Work item: Check each line of the listing below for the string "graph", and copy the ones that have it.

Input data:
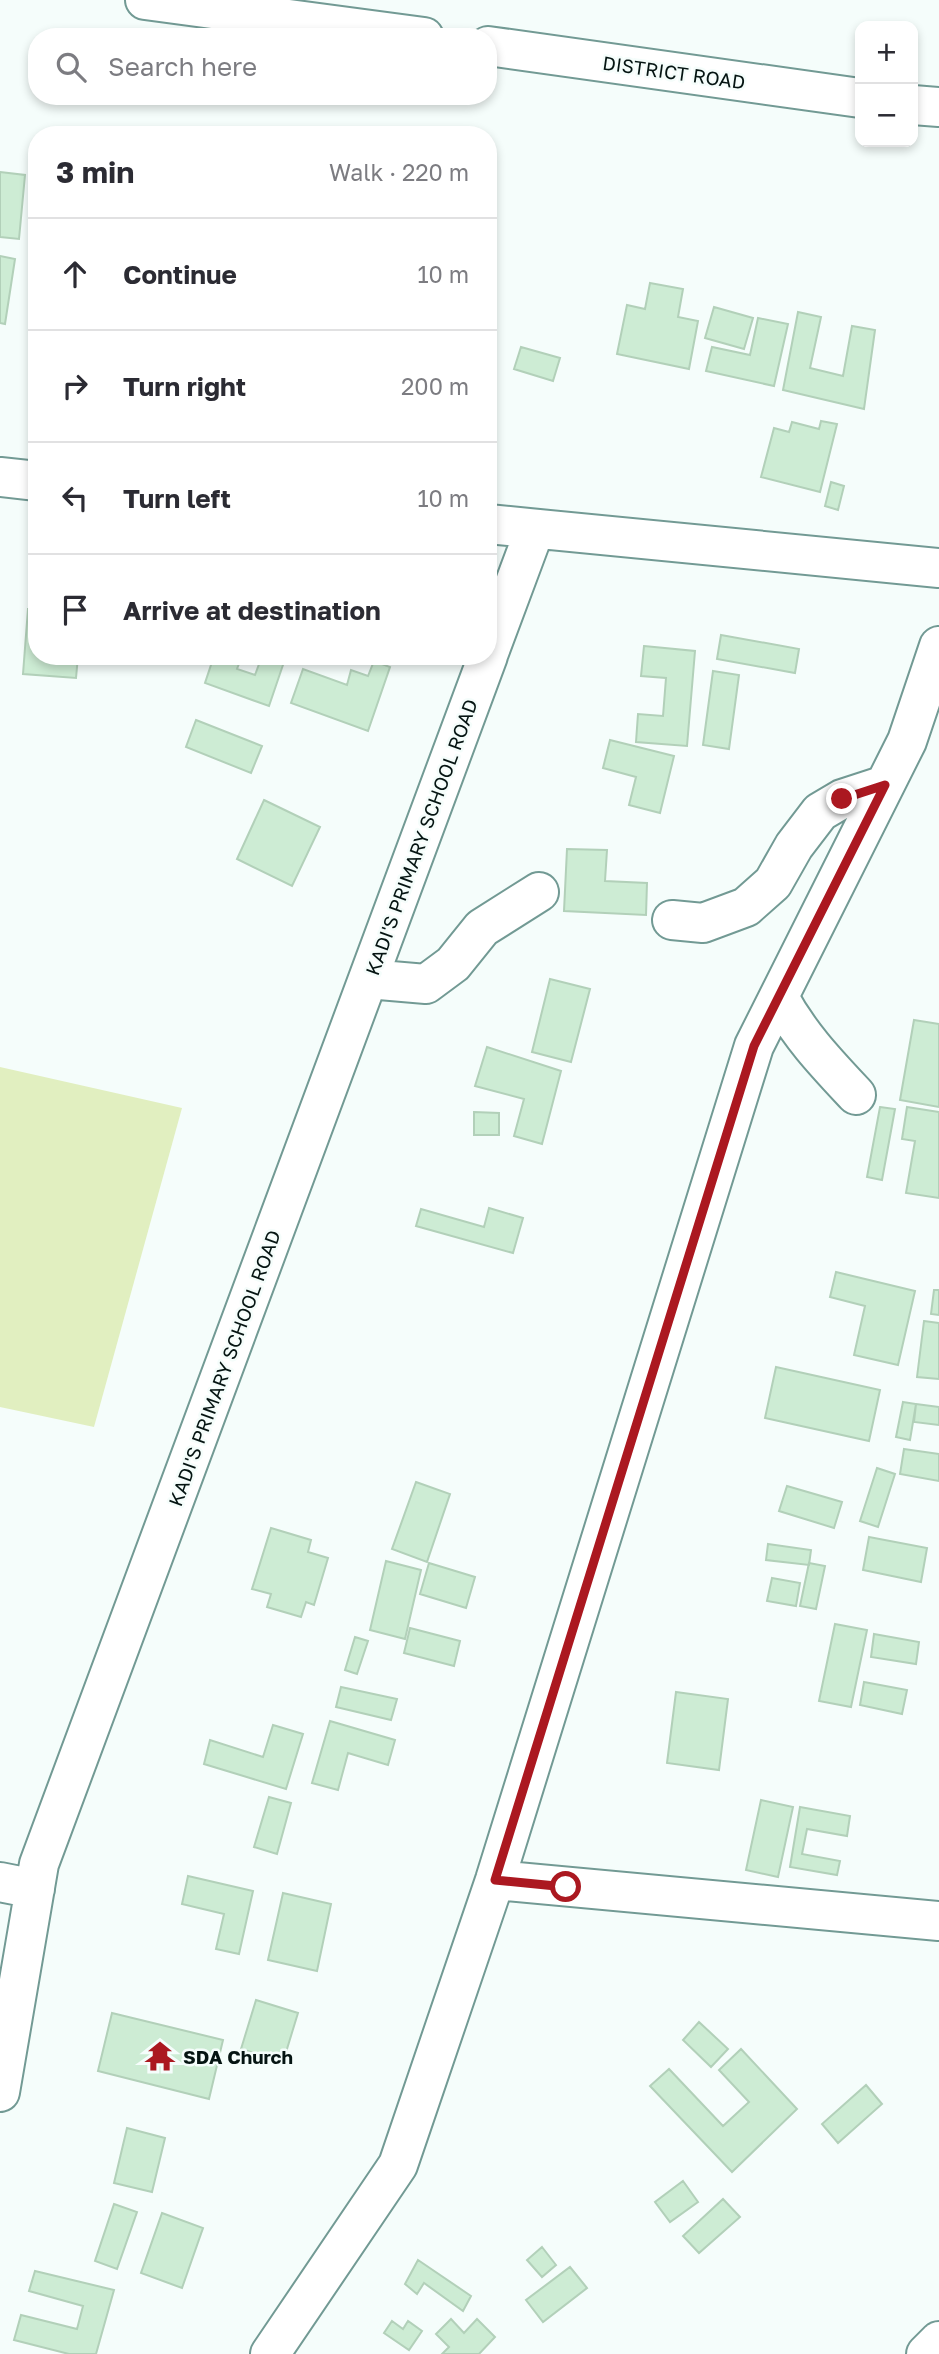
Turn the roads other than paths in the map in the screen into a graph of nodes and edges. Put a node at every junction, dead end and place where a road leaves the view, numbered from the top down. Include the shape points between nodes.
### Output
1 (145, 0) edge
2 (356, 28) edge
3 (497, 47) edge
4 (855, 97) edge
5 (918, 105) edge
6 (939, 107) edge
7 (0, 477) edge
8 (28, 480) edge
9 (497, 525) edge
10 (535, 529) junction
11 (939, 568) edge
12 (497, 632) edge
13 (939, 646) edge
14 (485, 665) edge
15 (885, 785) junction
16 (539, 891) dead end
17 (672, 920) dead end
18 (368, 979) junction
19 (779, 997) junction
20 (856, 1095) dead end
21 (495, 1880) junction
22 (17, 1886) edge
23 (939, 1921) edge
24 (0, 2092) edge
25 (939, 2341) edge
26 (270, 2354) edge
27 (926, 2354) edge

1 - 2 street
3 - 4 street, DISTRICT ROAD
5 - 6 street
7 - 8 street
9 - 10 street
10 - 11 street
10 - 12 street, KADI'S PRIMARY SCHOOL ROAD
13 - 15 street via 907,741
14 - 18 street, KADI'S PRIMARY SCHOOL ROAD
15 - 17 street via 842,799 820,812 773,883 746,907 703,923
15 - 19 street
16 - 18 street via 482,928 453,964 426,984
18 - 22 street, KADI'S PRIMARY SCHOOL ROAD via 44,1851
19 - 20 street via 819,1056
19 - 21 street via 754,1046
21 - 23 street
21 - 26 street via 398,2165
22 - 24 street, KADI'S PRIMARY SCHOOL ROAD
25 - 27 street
==
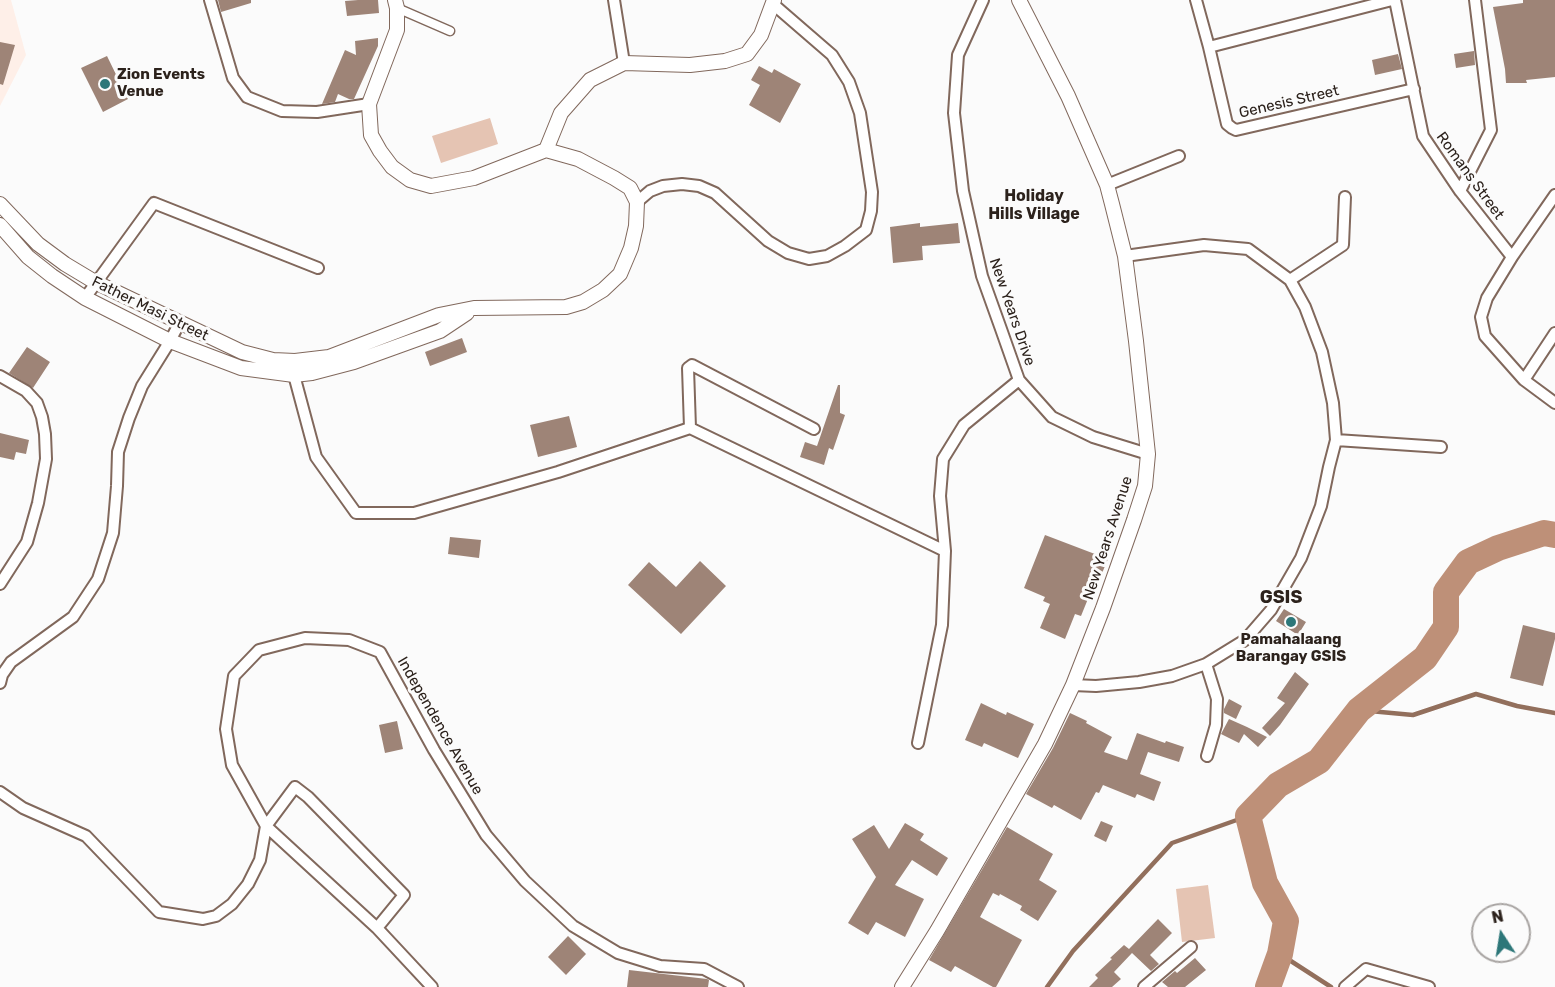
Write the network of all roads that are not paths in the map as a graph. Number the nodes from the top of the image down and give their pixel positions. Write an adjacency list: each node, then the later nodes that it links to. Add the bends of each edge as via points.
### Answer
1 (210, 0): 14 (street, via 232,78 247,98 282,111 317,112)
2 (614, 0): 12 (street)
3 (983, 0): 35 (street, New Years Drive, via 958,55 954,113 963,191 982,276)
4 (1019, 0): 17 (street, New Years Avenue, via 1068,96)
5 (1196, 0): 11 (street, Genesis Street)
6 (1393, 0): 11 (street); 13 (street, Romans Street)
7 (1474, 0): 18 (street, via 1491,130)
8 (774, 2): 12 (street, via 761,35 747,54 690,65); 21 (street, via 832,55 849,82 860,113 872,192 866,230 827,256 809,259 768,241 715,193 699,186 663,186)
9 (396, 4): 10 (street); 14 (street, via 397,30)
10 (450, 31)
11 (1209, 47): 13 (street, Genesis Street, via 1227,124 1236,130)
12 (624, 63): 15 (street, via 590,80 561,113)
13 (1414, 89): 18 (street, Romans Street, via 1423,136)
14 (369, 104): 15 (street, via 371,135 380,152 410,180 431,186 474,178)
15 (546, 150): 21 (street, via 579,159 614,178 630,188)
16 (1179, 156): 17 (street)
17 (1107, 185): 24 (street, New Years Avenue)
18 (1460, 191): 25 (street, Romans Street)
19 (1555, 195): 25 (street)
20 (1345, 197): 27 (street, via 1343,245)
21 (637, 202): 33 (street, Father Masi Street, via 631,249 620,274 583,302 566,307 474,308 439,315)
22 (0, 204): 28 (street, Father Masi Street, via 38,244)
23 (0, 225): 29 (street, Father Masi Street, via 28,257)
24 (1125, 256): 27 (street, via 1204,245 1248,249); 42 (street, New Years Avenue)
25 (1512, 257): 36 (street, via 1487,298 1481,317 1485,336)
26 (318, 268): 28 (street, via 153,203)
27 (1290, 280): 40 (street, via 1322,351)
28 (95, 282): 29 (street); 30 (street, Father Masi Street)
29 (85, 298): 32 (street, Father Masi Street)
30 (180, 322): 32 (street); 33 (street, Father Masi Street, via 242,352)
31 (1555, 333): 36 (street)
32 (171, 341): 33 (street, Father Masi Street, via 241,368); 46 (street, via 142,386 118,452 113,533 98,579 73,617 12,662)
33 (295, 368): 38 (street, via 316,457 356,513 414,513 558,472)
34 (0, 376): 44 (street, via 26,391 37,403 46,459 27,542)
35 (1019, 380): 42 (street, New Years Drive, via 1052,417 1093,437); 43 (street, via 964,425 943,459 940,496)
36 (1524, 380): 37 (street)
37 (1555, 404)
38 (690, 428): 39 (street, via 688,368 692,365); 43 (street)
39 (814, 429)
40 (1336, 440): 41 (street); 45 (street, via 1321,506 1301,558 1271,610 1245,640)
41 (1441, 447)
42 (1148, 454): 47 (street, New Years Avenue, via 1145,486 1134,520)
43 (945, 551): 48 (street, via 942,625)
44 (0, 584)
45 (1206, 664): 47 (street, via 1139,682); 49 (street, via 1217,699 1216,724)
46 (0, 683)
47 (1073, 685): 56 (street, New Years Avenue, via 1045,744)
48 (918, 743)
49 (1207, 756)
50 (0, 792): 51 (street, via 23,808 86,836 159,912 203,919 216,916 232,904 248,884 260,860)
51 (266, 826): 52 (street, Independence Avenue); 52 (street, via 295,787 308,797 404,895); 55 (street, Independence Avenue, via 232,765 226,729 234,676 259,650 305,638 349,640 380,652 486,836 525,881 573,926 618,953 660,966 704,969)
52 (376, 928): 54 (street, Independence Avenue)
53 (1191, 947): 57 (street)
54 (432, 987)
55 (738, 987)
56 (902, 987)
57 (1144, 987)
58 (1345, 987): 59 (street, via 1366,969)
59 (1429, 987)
...
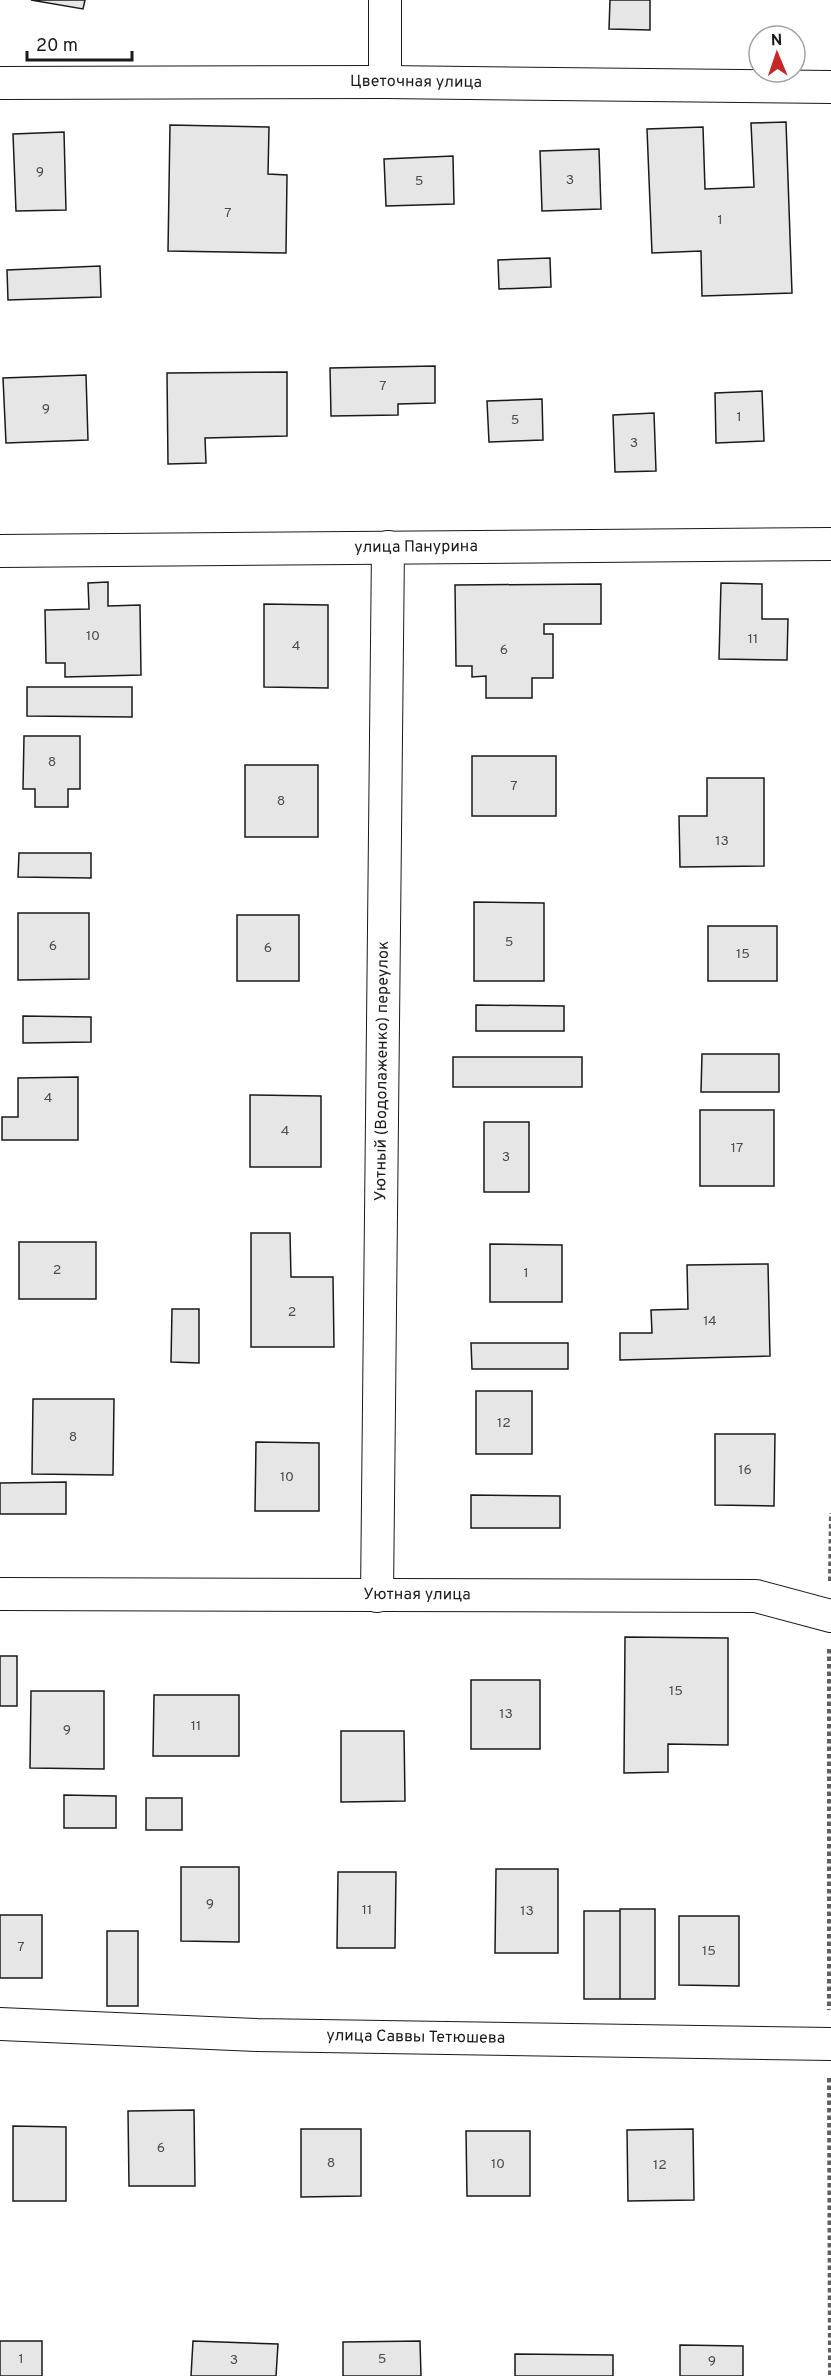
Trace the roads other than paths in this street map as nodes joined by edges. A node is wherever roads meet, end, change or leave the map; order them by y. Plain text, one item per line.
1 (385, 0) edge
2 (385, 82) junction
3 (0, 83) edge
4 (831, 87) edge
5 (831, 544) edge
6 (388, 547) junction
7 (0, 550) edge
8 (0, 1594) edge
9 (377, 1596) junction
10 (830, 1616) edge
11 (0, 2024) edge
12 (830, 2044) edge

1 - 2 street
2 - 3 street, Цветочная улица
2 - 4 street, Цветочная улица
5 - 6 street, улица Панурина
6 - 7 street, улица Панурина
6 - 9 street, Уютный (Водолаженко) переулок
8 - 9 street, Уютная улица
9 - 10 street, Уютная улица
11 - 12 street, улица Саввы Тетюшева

Reply:
Turn the roads other than paths in the map in the screen into a graph of nodes and edges. Put a node at every junction, dead end and place where a road leaves the view, numbered from the top down. Include the shape points between nodes.
Write the network of all roads that are not paths in the map as a graph. Number the nodes from the top of the image down and give their pixel positions. Write an adjacency list: each node, then the later nodes that it links to. Add the bends of each edge as via points.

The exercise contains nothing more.